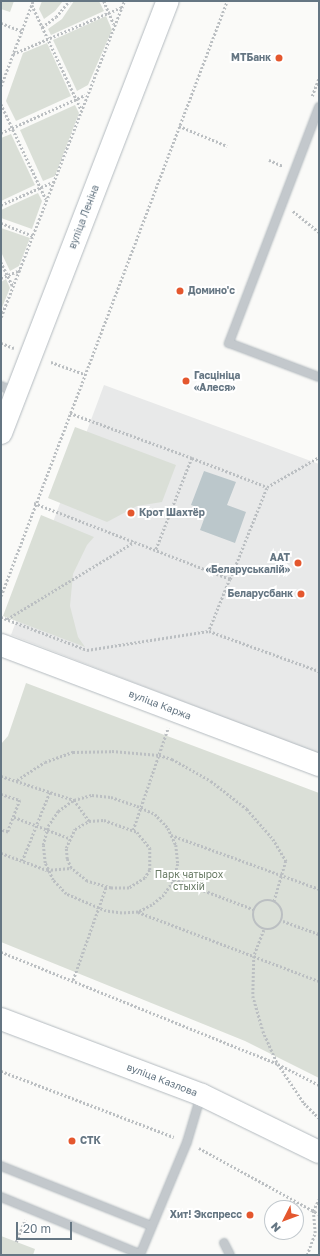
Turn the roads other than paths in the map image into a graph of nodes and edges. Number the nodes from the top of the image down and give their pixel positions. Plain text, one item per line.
1 (168, 1) edge
2 (319, 107) edge
3 (319, 377) edge
4 (9, 389) edge
5 (1, 433) edge
6 (1, 645) edge
7 (319, 765) edge
8 (1, 1019) edge
9 (202, 1095) junction
10 (319, 1152) edge
11 (1, 1166) edge
12 (1, 1197) edge
13 (152, 1226) junction
14 (224, 1244) dead end
15 (140, 1254) edge
16 (230, 1255) edge

1 - 4 main road, вуліца Леніна
2 - 3 lane
4 - 5 main road, вуліца Леніна
6 - 7 main road, вуліца Каржа
8 - 9 main road, вуліца Казлова
9 - 10 main road, вуліца Казлова
9 - 13 lane
11 - 13 lane
12 - 15 lane
13 - 15 lane
14 - 16 lane

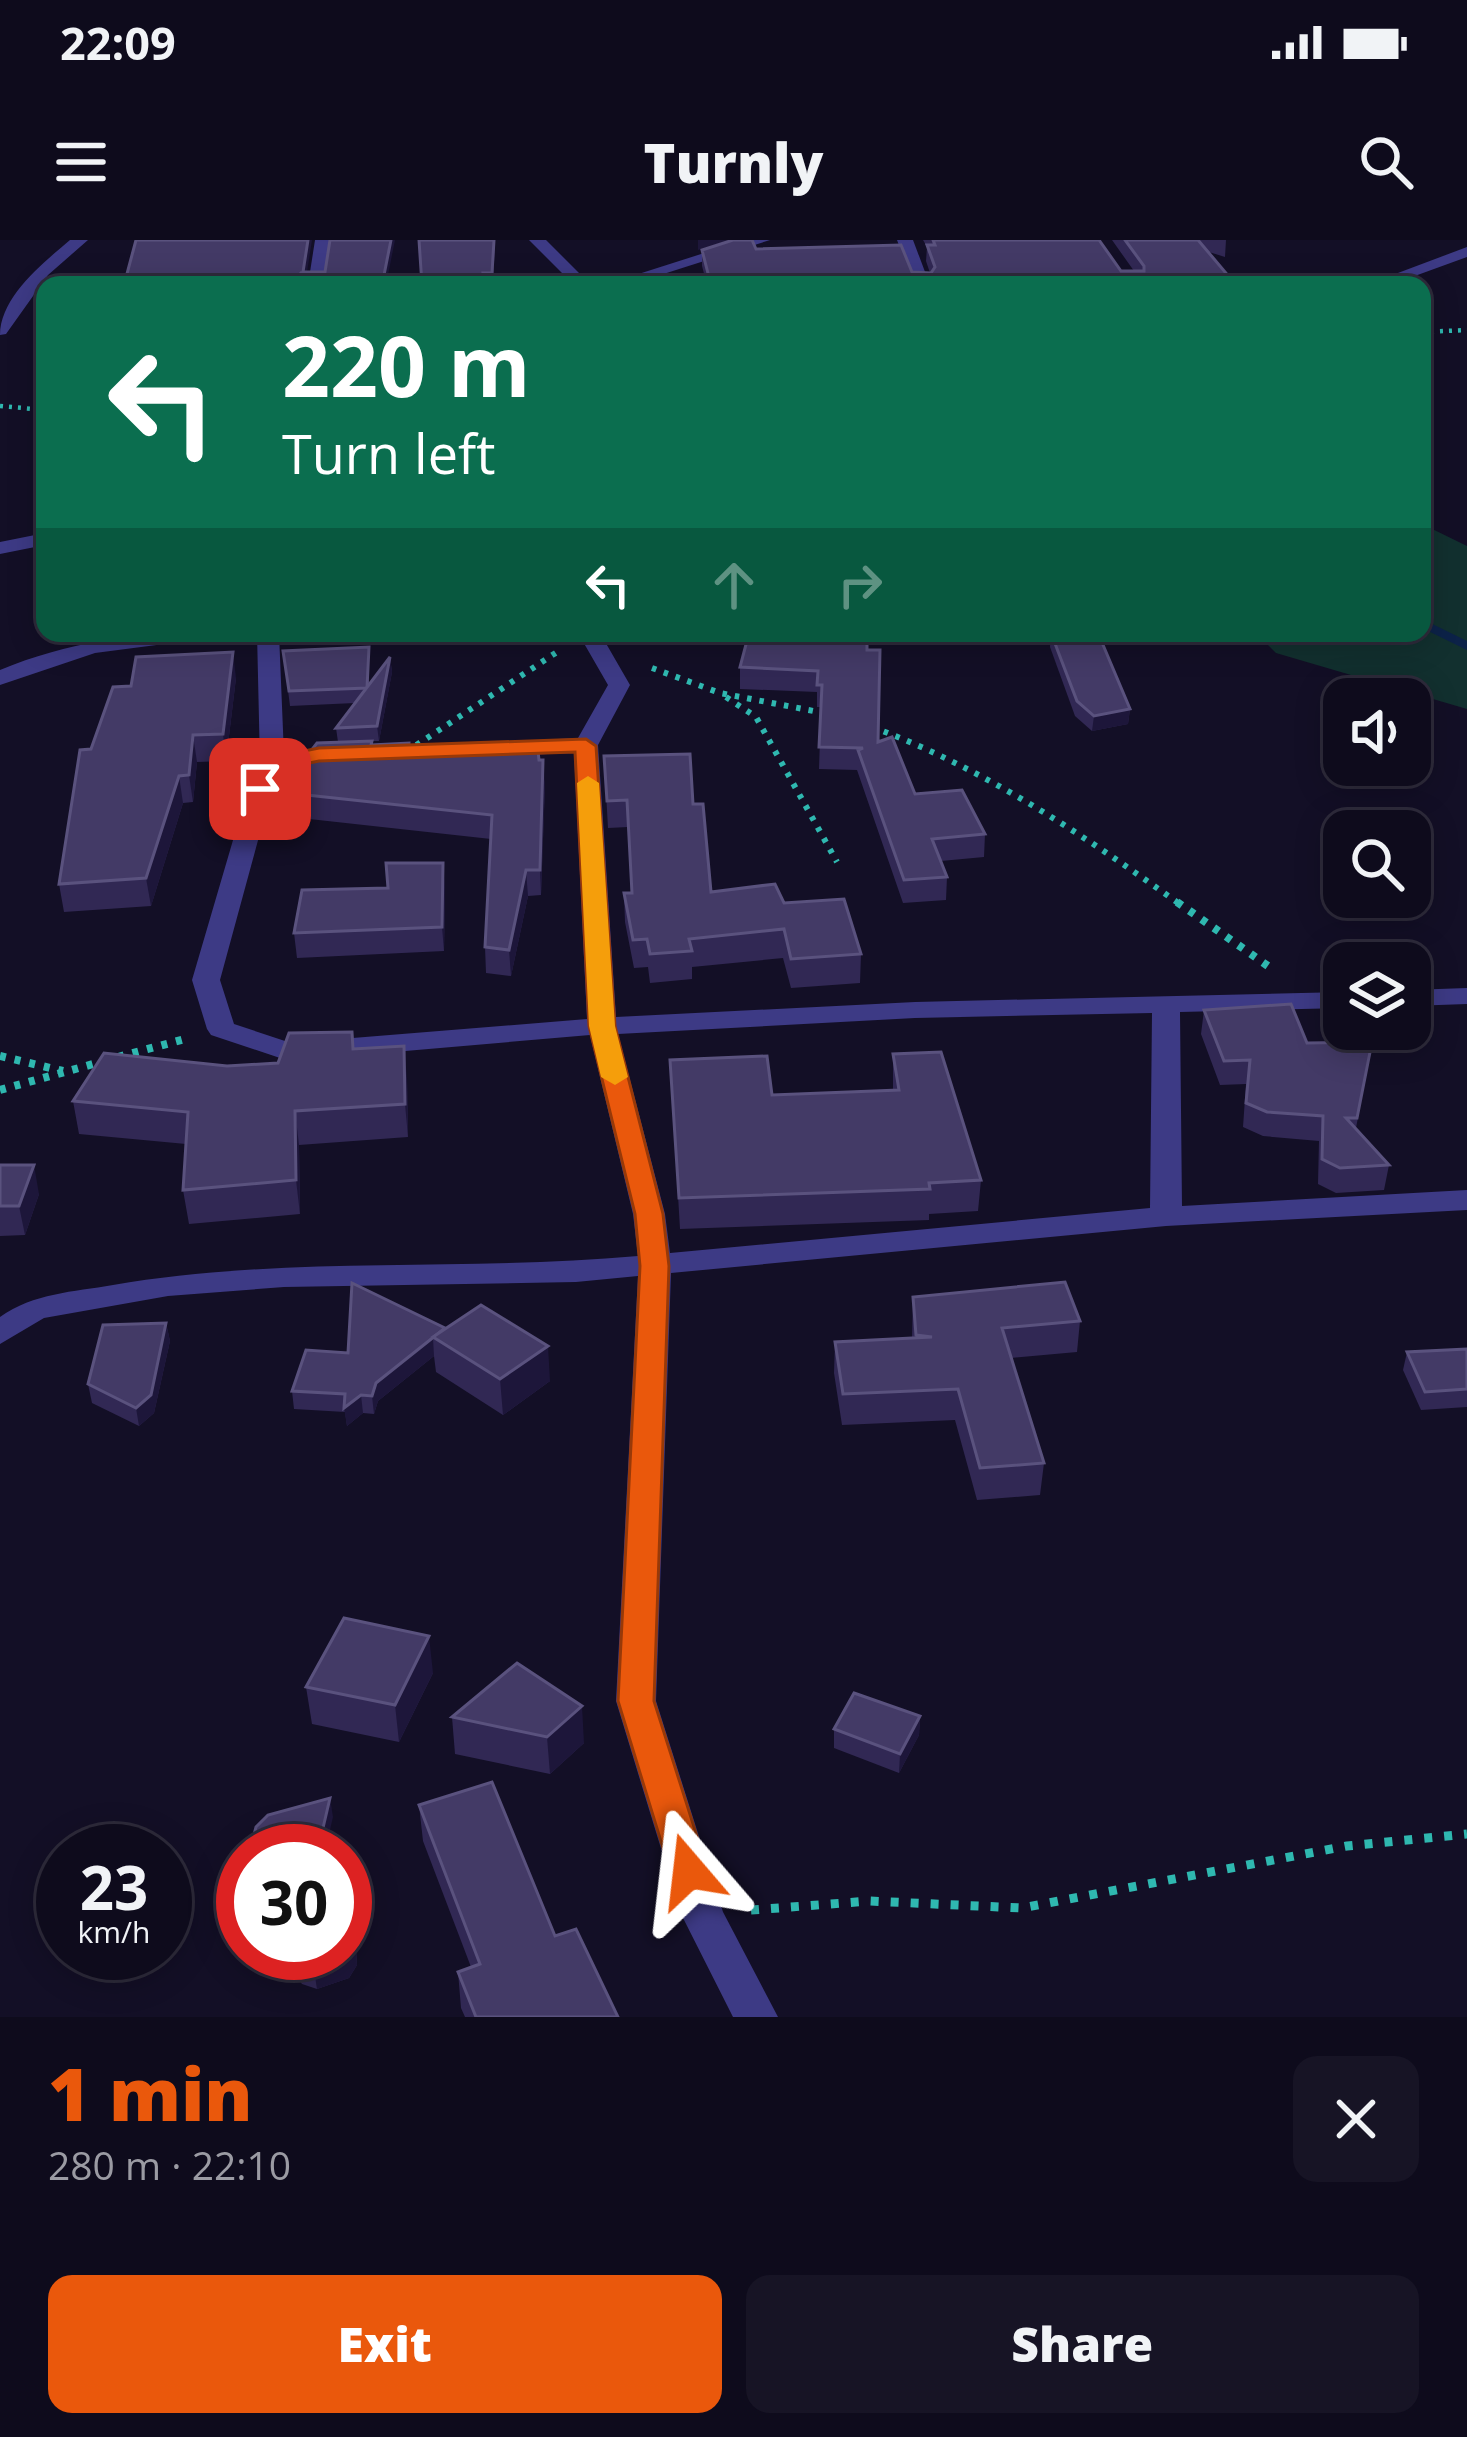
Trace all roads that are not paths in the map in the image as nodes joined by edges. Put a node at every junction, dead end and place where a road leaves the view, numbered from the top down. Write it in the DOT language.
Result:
graph roads {
  1 [pos="80,240"];
  2 [pos="323,240"];
  3 [pos="537,240"];
  4 [pos="762,240"];
  5 [pos="905,240"];
  6 [pos="1467,252"];
  7 [pos="1467,266"];
  8 [pos="39,276"];
  9 [pos="317,276"];
  10 [pos="574,276"];
  11 [pos="642,276"];
  12 [pos="919,276"];
  13 [pos="1404,276"];
  14 [pos="1412,276"];
  15 [pos="36,280"];
  16 [pos="0,330"];
  17 [pos="36,541"];
  18 [pos="0,548"];
  19 [pos="101,642"];
  20 [pos="268,642"];
  21 [pos="586,642"];
  22 [pos="55,654"];
  23 [pos="0,655"];
  24 [pos="0,678"];
  25 [pos="586,746"];
  26 [pos="473,749"];
  27 [pos="406,752"];
  28 [pos="272,764"];
  29 [pos="1467,996"];
  30 [pos="1431,997"];
  31 [pos="1323,1001"];
  32 [pos="1166,1005"];
  33 [pos="602,1026"];
  34 [pos="1467,1199"];
  35 [pos="1166,1216"];
  36 [pos="655,1266"];
  37 [pos="0,1333"];
  38 [pos="756,2017"];
  1 -- 8 [label="street"];
  2 -- 9 [label="street"];
  3 -- 10 [label="street"];
  4 -- 11 [label="street"];
  5 -- 12 [label="street"];
  6 -- 13 [label="street"];
  7 -- 14 [label="street"];
  15 -- 16 [label="street"];
  17 -- 18 [label="street"];
  19 -- 22 [label="street"];
  20 -- 28 [label="street"];
  21 -- 25 [label="street"];
  22 -- 23 [label="street"];
  22 -- 24 [label="street"];
  25 -- 26 [label="street"];
  25 -- 33 [label="street"];
  27 -- 28 [label="street"];
  28 -- 33 [label="street"];
  29 -- 30 [label="street"];
  31 -- 32 [label="street"];
  32 -- 33 [label="street"];
  32 -- 35 [label="street"];
  33 -- 36 [label="street"];
  34 -- 35 [label="street"];
  35 -- 36 [label="street"];
  36 -- 37 [label="street"];
  36 -- 38 [label="street"];
}
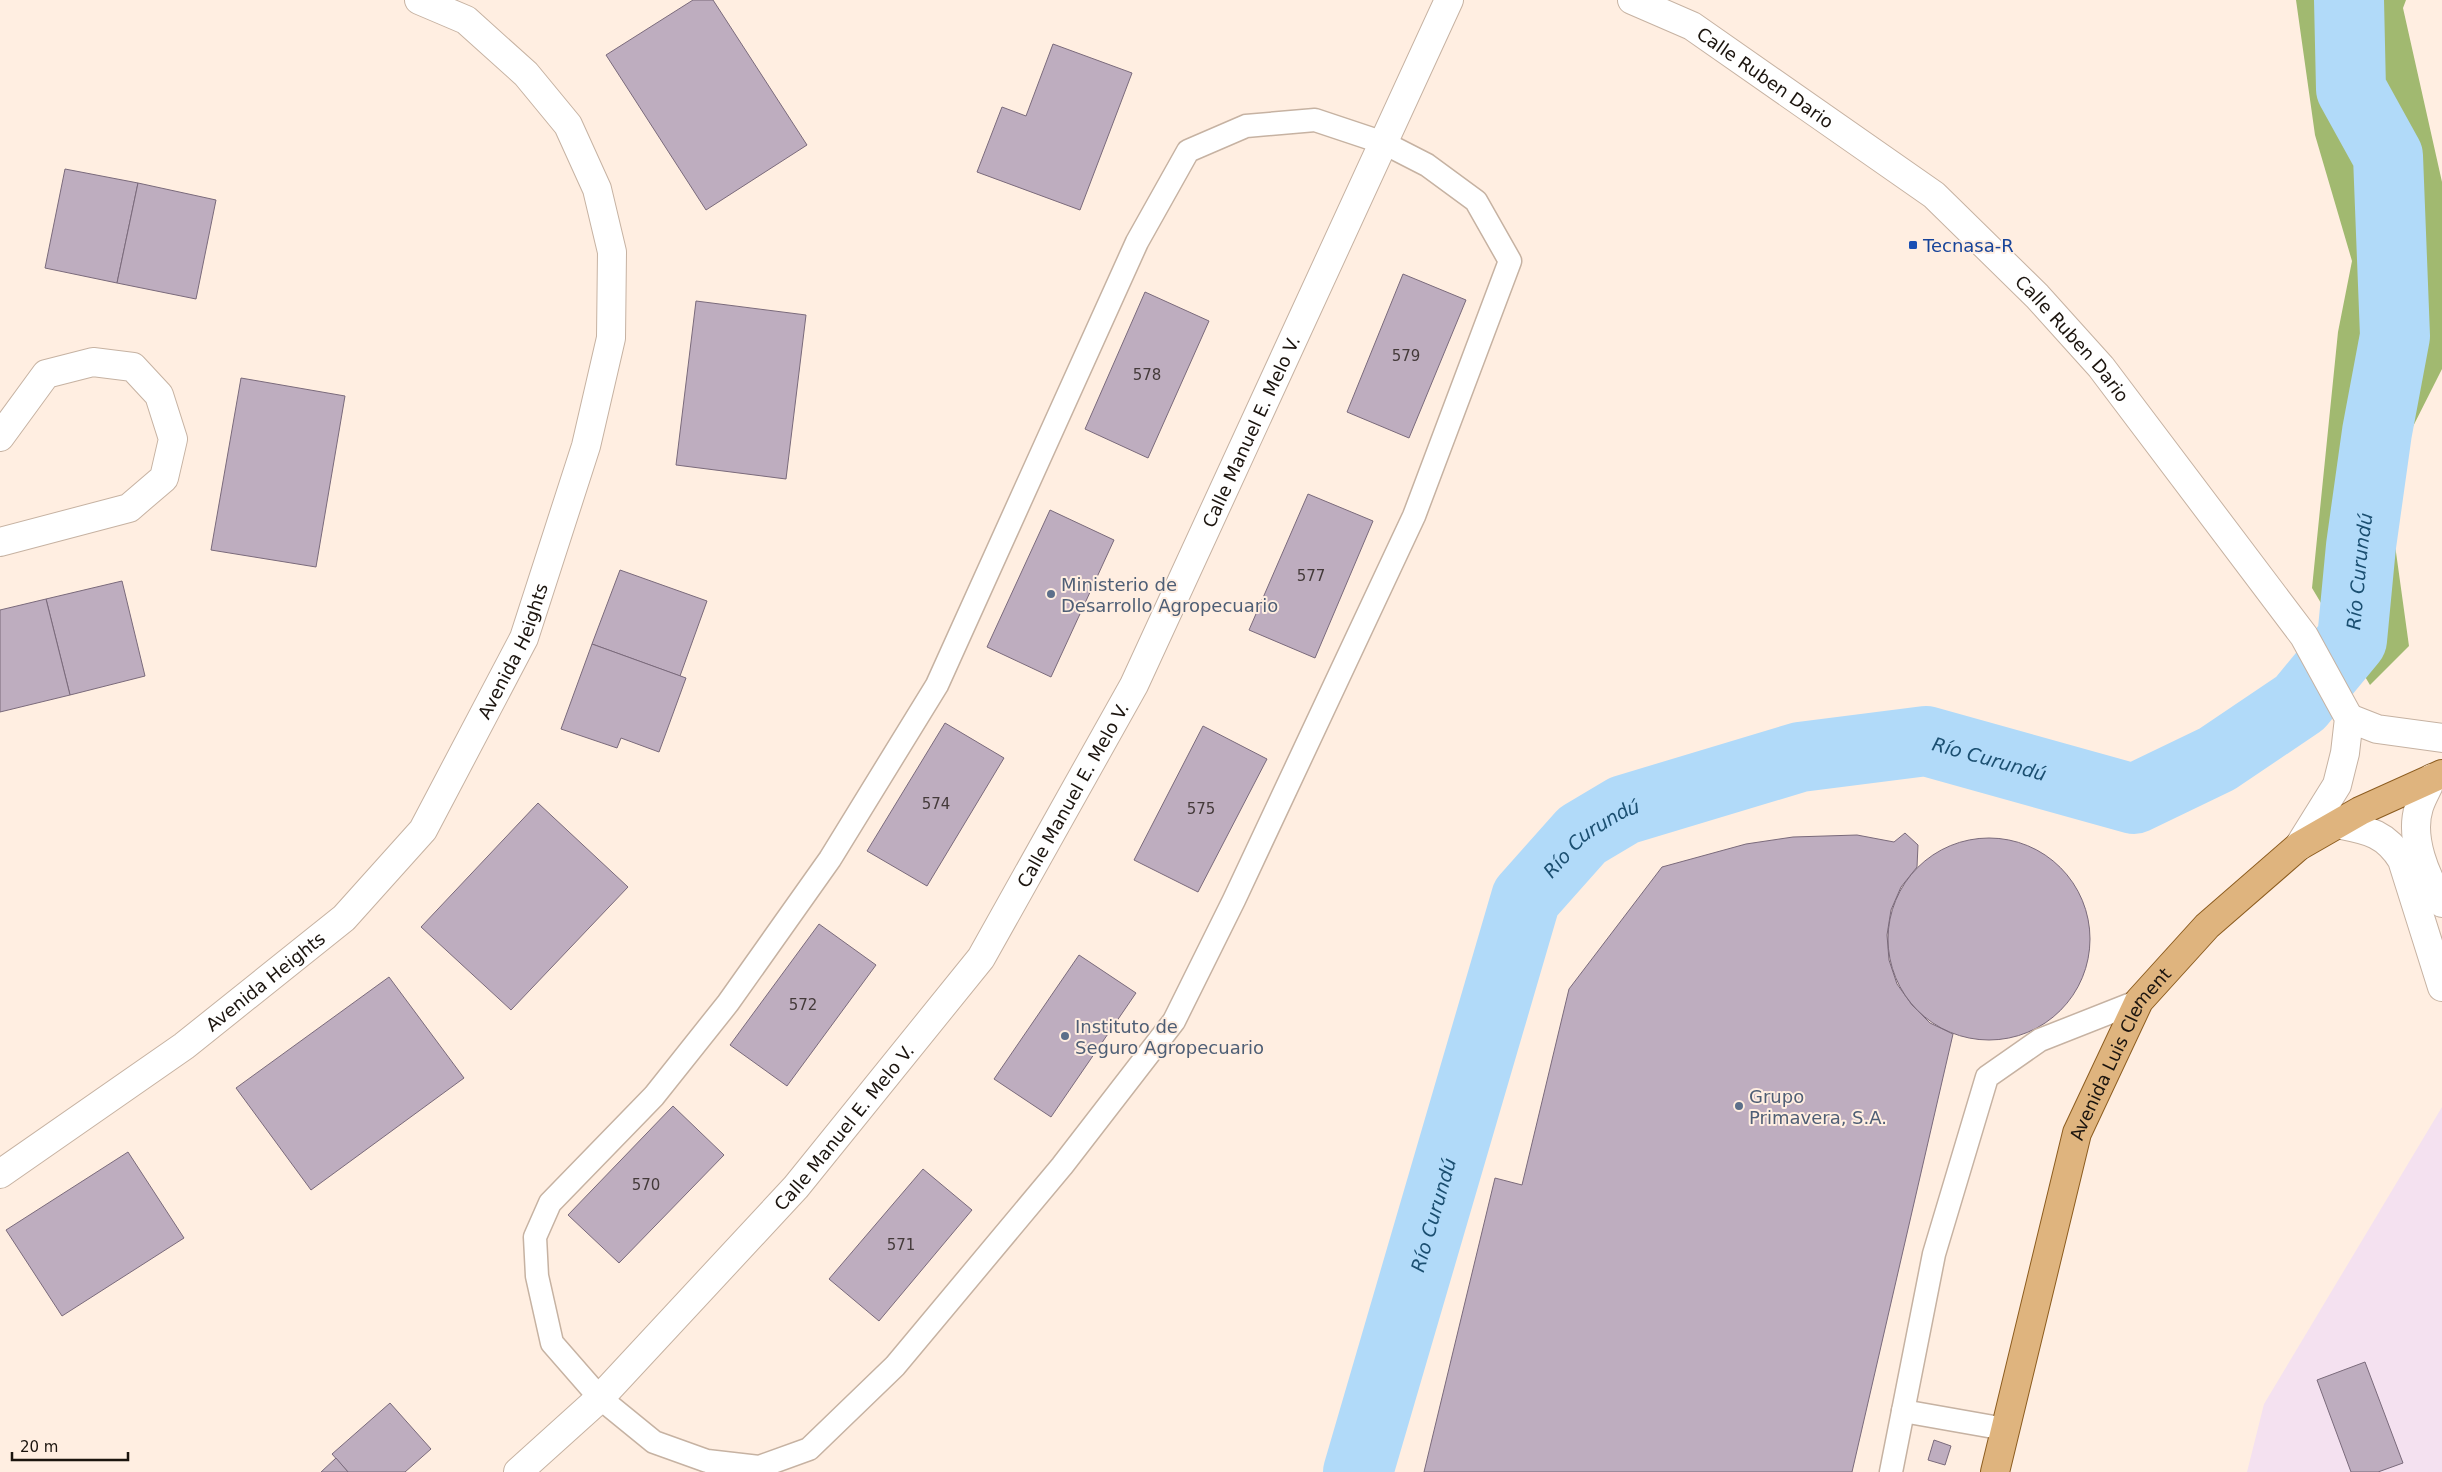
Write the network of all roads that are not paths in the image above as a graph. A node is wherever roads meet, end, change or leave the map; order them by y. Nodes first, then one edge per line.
1 (420, 0) edge
2 (1449, 0) edge
3 (1632, 0) edge
4 (1384, 143) junction
5 (0, 438) edge
6 (0, 542) edge
7 (2345, 712) junction
8 (2442, 738) edge
9 (2437, 776) edge
10 (2336, 824) junction
11 (2299, 846) junction
12 (2442, 903) edge
13 (2442, 987) edge
14 (2139, 1001) junction
15 (0, 1174) edge
16 (600, 1398) junction
17 (1903, 1411) junction
18 (2005, 1429) junction
19 (518, 1472) edge
20 (1891, 1472) edge
21 (1994, 1472) edge

1 - 15 street, Avenida Heights
2 - 4 street, Calle Manuel E. Melo V.
3 - 7 street, Calle Ruben Dario
4 - 16 street, Calle Manuel E. Melo V.
4 - 16 lane
4 - 16 lane
5 - 6 street
7 - 8 street
7 - 11 street
9 - 10 main road, Avenida Luis Clement
9 - 12 street
10 - 11 main road, Avenida Luis Clement
10 - 13 street
11 - 14 main road, Avenida Luis Clement
14 - 17 lane
14 - 18 main road, Avenida Luis Clement
16 - 19 street, Calle Manuel E. Melo V.
17 - 18 lane
17 - 20 lane
18 - 21 main road, Avenida Luis Clement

==================================================

| WORK TASK |
Once the pictures are set aside, repeat each entry exactly as it stands.

| RESPONSE BOX |
Turn the roads other than paths in the map image into a graph of nodes and edges. Number the nodes from the top of the image down and give their pixel positions. Plain text, one item per line.
1 (168, 1) edge
2 (319, 107) edge
3 (319, 377) edge
4 (9, 389) edge
5 (1, 433) edge
6 (1, 645) edge
7 (319, 765) edge
8 (1, 1019) edge
9 (202, 1095) junction
10 (319, 1152) edge
11 (1, 1166) edge
12 (1, 1197) edge
13 (152, 1226) junction
14 (224, 1244) dead end
15 (140, 1254) edge
16 (230, 1255) edge

1 - 4 main road, вуліца Леніна
2 - 3 lane
4 - 5 main road, вуліца Леніна
6 - 7 main road, вуліца Каржа
8 - 9 main road, вуліца Казлова
9 - 10 main road, вуліца Казлова
9 - 13 lane
11 - 13 lane
12 - 15 lane
13 - 15 lane
14 - 16 lane

Trace all roads that are not paths in the map in the image as nodes joined by edges. Put a node at every junction, dead end and place where a road leaves the view, numbered from the top down. Write it in the DOT language.
Result:
graph roads {
  1 [pos="80,240"];
  2 [pos="323,240"];
  3 [pos="537,240"];
  4 [pos="762,240"];
  5 [pos="905,240"];
  6 [pos="1467,252"];
  7 [pos="1467,266"];
  8 [pos="39,276"];
  9 [pos="317,276"];
  10 [pos="574,276"];
  11 [pos="642,276"];
  12 [pos="919,276"];
  13 [pos="1404,276"];
  14 [pos="1412,276"];
  15 [pos="36,280"];
  16 [pos="0,330"];
  17 [pos="36,541"];
  18 [pos="0,548"];
  19 [pos="101,642"];
  20 [pos="268,642"];
  21 [pos="586,642"];
  22 [pos="55,654"];
  23 [pos="0,655"];
  24 [pos="0,678"];
  25 [pos="586,746"];
  26 [pos="473,749"];
  27 [pos="406,752"];
  28 [pos="272,764"];
  29 [pos="1467,996"];
  30 [pos="1431,997"];
  31 [pos="1323,1001"];
  32 [pos="1166,1005"];
  33 [pos="602,1026"];
  34 [pos="1467,1199"];
  35 [pos="1166,1216"];
  36 [pos="655,1266"];
  37 [pos="0,1333"];
  38 [pos="756,2017"];
  1 -- 8 [label="street"];
  2 -- 9 [label="street"];
  3 -- 10 [label="street"];
  4 -- 11 [label="street"];
  5 -- 12 [label="street"];
  6 -- 13 [label="street"];
  7 -- 14 [label="street"];
  15 -- 16 [label="street"];
  17 -- 18 [label="street"];
  19 -- 22 [label="street"];
  20 -- 28 [label="street"];
  21 -- 25 [label="street"];
  22 -- 23 [label="street"];
  22 -- 24 [label="street"];
  25 -- 26 [label="street"];
  25 -- 33 [label="street"];
  27 -- 28 [label="street"];
  28 -- 33 [label="street"];
  29 -- 30 [label="street"];
  31 -- 32 [label="street"];
  32 -- 33 [label="street"];
  32 -- 35 [label="street"];
  33 -- 36 [label="street"];
  34 -- 35 [label="street"];
  35 -- 36 [label="street"];
  36 -- 37 [label="street"];
  36 -- 38 [label="street"];
}
Write the network of all roads that are not paths in the image above as a graph. A node is wherever roads meet, end, change or leave the map; order them by y. Nodes first, then one edge per line.
1 (420, 0) edge
2 (1449, 0) edge
3 (1632, 0) edge
4 (1384, 143) junction
5 (0, 438) edge
6 (0, 542) edge
7 (2345, 712) junction
8 (2442, 738) edge
9 (2437, 776) edge
10 (2336, 824) junction
11 (2299, 846) junction
12 (2442, 903) edge
13 (2442, 987) edge
14 (2139, 1001) junction
15 (0, 1174) edge
16 (600, 1398) junction
17 (1903, 1411) junction
18 (2005, 1429) junction
19 (518, 1472) edge
20 (1891, 1472) edge
21 (1994, 1472) edge

1 - 15 street, Avenida Heights
2 - 4 street, Calle Manuel E. Melo V.
3 - 7 street, Calle Ruben Dario
4 - 16 street, Calle Manuel E. Melo V.
4 - 16 lane
4 - 16 lane
5 - 6 street
7 - 8 street
7 - 11 street
9 - 10 main road, Avenida Luis Clement
9 - 12 street
10 - 11 main road, Avenida Luis Clement
10 - 13 street
11 - 14 main road, Avenida Luis Clement
14 - 17 lane
14 - 18 main road, Avenida Luis Clement
16 - 19 street, Calle Manuel E. Melo V.
17 - 18 lane
17 - 20 lane
18 - 21 main road, Avenida Luis Clement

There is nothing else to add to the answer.